The Attorney General said he had based his decision on submissions made to his office by Mrs Magill which included the previous high court judgment, expert reports, witness evidence, police interviews as well as medical notes from the Royal Victoria Hospital and Belfast City Hospital.

In the letter Mr Larkin said the inquest should examine a number of issues surrounding the care of Mr Magill.

He said: “Despite the high court civil action, I feel that these inconsistencies in Mr Magill’s care have not been resolved and, overall, I feel that inquest is advisable.”

We contacted the Coroners Service about the case but a spokesperson said it “had nothing to add at this stage”.


Northern Ireland's Attorney General, John Larkin

Northern Ireland's Attorney General, John Larkin

The handling of controversial hospital deaths is now being discussed at Stormont.

Doctors here have a statutory duty to report any sudden or unexplained deaths to the coroner.

The Attorney General can also direct the coroner to hold an inquest into deaths that may not have been initially reported where he considers it “advisable to do so”. This includes deaths that occur in a hospital setting.

Mr Larkin is currently arguing, however, that he needs greater powers to access confidential hospital records.

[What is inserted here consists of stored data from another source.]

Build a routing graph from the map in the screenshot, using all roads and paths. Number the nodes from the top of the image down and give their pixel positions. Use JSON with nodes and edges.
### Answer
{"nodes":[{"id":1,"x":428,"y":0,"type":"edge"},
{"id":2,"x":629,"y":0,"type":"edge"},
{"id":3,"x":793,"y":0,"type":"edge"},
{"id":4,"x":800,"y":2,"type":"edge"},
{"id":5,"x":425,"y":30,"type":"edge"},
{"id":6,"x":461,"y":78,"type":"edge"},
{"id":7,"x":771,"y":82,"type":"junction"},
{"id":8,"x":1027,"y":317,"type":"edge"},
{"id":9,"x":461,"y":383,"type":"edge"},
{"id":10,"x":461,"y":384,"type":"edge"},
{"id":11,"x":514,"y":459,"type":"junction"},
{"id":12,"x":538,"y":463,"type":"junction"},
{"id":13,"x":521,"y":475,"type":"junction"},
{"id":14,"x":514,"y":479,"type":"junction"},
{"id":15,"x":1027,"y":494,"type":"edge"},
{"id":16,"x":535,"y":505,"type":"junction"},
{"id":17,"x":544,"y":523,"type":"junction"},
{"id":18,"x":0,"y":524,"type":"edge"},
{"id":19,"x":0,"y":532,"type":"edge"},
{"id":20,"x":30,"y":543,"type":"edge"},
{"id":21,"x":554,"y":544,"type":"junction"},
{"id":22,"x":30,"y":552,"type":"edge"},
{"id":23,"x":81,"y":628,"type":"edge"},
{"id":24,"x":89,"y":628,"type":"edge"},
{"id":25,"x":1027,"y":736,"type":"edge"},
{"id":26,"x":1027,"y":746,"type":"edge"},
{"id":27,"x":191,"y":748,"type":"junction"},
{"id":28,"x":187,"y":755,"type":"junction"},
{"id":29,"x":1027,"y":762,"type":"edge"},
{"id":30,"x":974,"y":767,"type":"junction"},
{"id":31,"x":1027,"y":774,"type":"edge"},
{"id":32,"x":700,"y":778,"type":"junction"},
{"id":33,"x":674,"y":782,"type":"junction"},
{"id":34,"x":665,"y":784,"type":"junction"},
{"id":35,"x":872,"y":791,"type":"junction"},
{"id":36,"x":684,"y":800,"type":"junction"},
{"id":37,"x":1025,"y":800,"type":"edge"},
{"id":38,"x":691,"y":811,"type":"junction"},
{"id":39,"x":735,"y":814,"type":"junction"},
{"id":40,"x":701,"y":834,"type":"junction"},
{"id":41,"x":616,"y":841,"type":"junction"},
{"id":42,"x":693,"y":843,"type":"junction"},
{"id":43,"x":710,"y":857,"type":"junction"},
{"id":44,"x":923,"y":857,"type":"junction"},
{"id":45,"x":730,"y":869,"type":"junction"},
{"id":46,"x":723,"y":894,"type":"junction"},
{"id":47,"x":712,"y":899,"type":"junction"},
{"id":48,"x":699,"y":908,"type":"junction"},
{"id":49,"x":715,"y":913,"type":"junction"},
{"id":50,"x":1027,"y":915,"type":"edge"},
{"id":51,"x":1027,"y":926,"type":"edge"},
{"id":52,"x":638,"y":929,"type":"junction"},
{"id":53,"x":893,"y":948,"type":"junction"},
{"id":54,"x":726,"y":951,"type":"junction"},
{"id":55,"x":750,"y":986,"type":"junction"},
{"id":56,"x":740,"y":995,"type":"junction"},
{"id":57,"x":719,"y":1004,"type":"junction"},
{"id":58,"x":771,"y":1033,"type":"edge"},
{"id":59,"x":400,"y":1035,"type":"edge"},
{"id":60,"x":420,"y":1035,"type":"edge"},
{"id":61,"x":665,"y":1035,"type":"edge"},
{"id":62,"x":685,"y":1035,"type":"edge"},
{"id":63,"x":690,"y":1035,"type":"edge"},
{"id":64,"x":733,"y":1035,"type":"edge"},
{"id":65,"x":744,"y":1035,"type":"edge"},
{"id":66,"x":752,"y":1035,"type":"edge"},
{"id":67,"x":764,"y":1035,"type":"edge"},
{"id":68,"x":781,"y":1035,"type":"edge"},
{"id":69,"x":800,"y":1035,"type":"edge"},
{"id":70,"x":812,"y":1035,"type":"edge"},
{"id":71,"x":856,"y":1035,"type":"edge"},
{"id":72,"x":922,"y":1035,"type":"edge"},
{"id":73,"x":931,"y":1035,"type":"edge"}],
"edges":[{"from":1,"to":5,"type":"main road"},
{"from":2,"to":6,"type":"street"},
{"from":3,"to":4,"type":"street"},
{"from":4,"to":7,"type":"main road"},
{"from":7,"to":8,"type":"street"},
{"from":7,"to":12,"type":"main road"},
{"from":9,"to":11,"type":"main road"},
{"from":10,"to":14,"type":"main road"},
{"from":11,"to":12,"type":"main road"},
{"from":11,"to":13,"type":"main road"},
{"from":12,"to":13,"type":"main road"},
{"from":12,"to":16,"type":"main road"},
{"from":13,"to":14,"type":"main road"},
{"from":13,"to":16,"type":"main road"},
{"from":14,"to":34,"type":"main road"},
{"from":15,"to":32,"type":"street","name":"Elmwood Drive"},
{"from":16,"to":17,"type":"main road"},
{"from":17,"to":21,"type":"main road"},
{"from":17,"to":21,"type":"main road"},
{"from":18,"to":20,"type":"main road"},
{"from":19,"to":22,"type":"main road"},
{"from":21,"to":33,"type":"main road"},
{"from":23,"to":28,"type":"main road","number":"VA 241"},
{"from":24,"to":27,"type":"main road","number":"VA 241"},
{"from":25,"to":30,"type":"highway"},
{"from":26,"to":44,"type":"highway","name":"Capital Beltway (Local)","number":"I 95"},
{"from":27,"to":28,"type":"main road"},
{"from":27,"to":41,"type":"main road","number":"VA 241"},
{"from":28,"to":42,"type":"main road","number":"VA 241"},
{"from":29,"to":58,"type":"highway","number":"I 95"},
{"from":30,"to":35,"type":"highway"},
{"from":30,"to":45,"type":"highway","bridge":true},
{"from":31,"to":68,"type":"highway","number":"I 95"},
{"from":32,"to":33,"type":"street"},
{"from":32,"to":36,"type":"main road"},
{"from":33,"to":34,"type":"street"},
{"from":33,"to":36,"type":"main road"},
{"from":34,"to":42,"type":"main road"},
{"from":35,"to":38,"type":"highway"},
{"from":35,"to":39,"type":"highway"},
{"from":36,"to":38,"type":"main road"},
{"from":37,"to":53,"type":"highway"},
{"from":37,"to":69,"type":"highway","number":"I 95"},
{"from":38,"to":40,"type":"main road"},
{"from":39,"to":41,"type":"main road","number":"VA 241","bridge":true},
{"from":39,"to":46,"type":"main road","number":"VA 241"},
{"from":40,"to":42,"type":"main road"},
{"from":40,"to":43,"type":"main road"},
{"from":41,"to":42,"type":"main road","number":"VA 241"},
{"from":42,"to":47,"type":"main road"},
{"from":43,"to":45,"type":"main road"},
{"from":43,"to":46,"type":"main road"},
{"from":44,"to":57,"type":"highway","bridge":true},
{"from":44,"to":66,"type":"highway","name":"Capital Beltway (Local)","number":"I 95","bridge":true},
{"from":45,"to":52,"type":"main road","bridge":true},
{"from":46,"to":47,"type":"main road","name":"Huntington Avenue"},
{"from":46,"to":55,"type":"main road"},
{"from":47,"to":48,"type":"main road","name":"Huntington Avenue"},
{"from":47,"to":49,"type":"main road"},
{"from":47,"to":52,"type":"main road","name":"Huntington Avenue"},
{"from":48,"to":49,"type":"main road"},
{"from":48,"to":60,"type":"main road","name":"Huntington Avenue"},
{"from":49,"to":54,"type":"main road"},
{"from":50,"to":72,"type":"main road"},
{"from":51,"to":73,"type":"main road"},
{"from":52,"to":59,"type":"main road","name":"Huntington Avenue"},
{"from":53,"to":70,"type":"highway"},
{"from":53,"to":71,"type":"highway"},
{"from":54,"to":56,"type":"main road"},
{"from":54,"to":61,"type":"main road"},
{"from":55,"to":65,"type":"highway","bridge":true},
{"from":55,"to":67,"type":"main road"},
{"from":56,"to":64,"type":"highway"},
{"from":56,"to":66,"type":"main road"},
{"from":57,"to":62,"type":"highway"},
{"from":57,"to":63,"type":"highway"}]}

As previously reported by The Detail, the Attorney General wrote to the Assembly’s Justice Committee in March 2014 alerting members to a weakness in legislation that meant his office had no power to secure access to health trusts’ confidential documents.

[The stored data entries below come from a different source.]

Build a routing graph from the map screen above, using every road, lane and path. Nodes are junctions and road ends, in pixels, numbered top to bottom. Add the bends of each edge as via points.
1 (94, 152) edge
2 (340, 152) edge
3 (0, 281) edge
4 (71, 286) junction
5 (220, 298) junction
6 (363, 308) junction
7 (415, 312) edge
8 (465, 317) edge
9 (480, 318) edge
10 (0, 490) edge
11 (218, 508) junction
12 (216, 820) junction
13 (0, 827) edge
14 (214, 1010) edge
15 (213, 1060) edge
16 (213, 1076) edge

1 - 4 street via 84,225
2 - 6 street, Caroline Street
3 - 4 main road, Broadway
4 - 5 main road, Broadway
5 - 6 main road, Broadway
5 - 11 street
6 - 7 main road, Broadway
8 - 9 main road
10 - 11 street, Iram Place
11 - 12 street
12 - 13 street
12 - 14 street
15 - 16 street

The Attorney General can direct the coroner to hold an inquest into deaths where he “considers it advisable to do so”, but he stated that he lacked the necessary powers to “obtain papers or information that may be relevant to the exercise of that power”.

As a result he asked the committee to arm him with new powers to compel health trusts to disclose documents on controversial hospital deaths.

The Attorney General is currently seeking this power through an amendment to the Justice Bill which would give his office access to confidential health documents, such as Serious Adverse Incident reports.

Last year Health and Social Care Board officials told the Justice Committee that it was unable to support the Attorney General’s proposal as the power was “neither necessary nor desirable”.

In relation to the specific issue of the Attorney General obtaining access to Serious Adverse Incident Reports (SAls), the board stressed that the purpose of SAl investigations was to learn from mistakes.

However giving evidence during the latest Justice Committee meeting on Wednesday (4th February), Mr Larkin highlighted the fact that at the moment the typical type of hospital death brought to the attention of his office was of patients who had a wide family circle or friends raising concerns on their behalf.

The Attorney General raised the issue of people who “die alone, are friendless and without blood relatives.”

He said: “Right now the person who lives alone, dies alone in circumstances that if they were known would objectively attract our concern, there is no safeguard with respect to such a person now.

“At least the amendment would provide some measure of additional protection over and above what exists at present.”

Mr Larkin added: “This is really about a second set of eyes. And obviously with the best will in the world and health care systems working as best as they possibly can, errors are made and cases, including significant cases, slip between cracks.

“This is a provision which is designed to ensure, as far as possible, that there is a protection against that.”

John Larkin’s latest evidence came after the former Chief Medical Officer of England, Professor Sir Liam Donaldson published a review into Northern Ireland’s health service.

Among the findings was a conclusion that there was “substantial room for improvement” to the system of how hospital deaths are reported to the coroner here.

In his response to the report the Health Minister said his department was in the process of introducing a regional morbidity and mortality review system that would act as a safeguard for reporting appropriate deaths to the coroner.